### DESCRIPTION OF THE TASK
Provide an exact copy of the data, excluding the images.

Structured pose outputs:

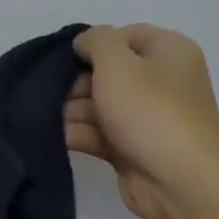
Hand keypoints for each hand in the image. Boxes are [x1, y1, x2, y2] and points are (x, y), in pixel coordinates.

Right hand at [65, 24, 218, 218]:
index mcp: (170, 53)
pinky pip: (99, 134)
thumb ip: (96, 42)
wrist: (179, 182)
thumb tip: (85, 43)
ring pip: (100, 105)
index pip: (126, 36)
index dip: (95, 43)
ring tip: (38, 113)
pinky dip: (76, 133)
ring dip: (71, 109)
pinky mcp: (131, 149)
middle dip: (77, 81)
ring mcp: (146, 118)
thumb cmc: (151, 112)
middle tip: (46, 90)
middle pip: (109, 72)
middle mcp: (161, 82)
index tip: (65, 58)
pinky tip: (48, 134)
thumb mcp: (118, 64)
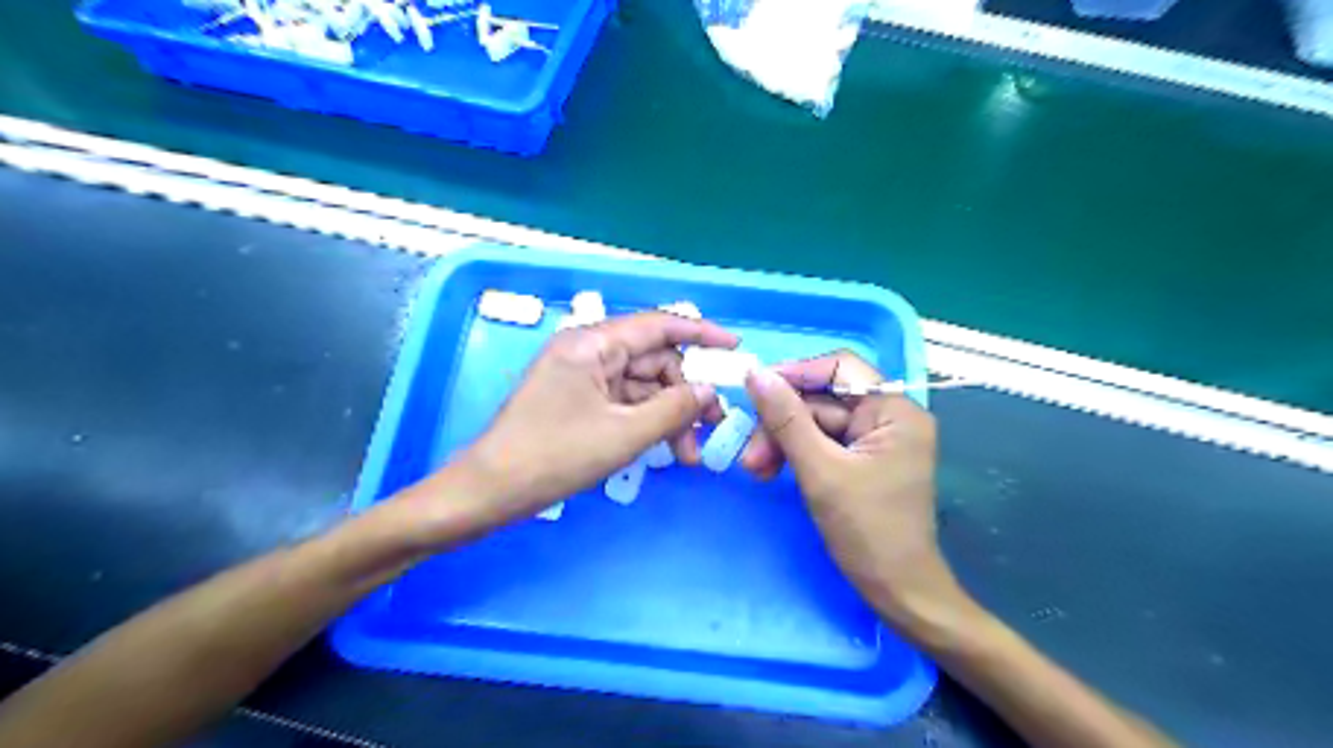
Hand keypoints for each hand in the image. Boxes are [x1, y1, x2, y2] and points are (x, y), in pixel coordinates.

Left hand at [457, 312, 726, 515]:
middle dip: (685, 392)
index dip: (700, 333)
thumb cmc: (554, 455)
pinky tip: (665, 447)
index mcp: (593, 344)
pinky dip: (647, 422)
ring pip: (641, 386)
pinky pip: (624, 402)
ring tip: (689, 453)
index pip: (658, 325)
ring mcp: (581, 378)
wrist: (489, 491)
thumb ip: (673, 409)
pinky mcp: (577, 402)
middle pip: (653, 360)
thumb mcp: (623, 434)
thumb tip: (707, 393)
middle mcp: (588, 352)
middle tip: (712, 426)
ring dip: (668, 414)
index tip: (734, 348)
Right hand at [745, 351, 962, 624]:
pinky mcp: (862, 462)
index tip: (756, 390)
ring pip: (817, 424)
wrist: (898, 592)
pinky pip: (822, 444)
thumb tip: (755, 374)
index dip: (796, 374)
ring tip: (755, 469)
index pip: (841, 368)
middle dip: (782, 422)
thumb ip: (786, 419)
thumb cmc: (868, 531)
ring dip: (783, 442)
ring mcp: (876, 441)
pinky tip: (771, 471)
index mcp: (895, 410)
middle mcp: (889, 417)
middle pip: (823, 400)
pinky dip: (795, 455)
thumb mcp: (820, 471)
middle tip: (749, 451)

### ANSWER BOX
Hand keypoints for each hand in the image. Boxes are [x1, y1, x2, y2] and points are (x, y), in pixel coordinates.

Right hand at [65, 24, 218, 218]:
index mcp: (170, 53)
pinky pip: (99, 134)
thumb ip: (96, 42)
wrist: (179, 182)
thumb tip: (85, 43)
ring pip: (100, 105)
index pip: (126, 36)
index dip: (95, 43)
ring tip: (38, 113)
pinky dip: (76, 133)
ring dip: (71, 109)
pinky mcp: (131, 149)
middle dip: (77, 81)
ring mcp: (146, 118)
thumb cmc: (151, 112)
middle tip: (46, 90)
middle pip: (109, 72)
middle mcp: (161, 82)
index tip: (65, 58)
pinky tip: (48, 134)
thumb mcp: (118, 64)
Hand keypoints for each hand in the image. Boxes are [x1, y1, x2, y2] and points are (x, y), in pixel coordinates.

Left hand at [457, 312, 726, 515]:
middle dip: (685, 392)
index dip: (700, 333)
thumb cmc: (554, 455)
pinky tip: (665, 447)
index mcp: (593, 344)
pinky dip: (647, 422)
ring pip: (641, 386)
pinky pip: (624, 402)
ring tip: (689, 453)
index pip: (658, 325)
ring mcp: (581, 378)
wrist: (489, 491)
thumb ip: (673, 409)
pinky mcp: (577, 402)
middle pip: (653, 360)
thumb mcp: (623, 434)
thumb tip: (707, 393)
middle mcp: (588, 352)
middle tip: (712, 426)
ring dip: (668, 414)
index tip: (734, 348)
Right hand at [745, 351, 962, 624]:
pinky mcp: (862, 462)
index tip: (756, 390)
ring pip: (817, 424)
wrist: (898, 592)
pinky pip: (822, 444)
thumb tip: (755, 374)
index dip: (796, 374)
ring tip: (755, 469)
index pip: (841, 368)
middle dip: (782, 422)
thumb ip: (786, 419)
thumb cmc: (868, 531)
ring dip: (783, 442)
ring mcp: (876, 441)
pinky tip: (771, 471)
index mcp: (895, 410)
middle mcp: (889, 417)
middle pip: (823, 400)
pinky dip: (795, 455)
thumb mcp: (820, 471)
middle tip: (749, 451)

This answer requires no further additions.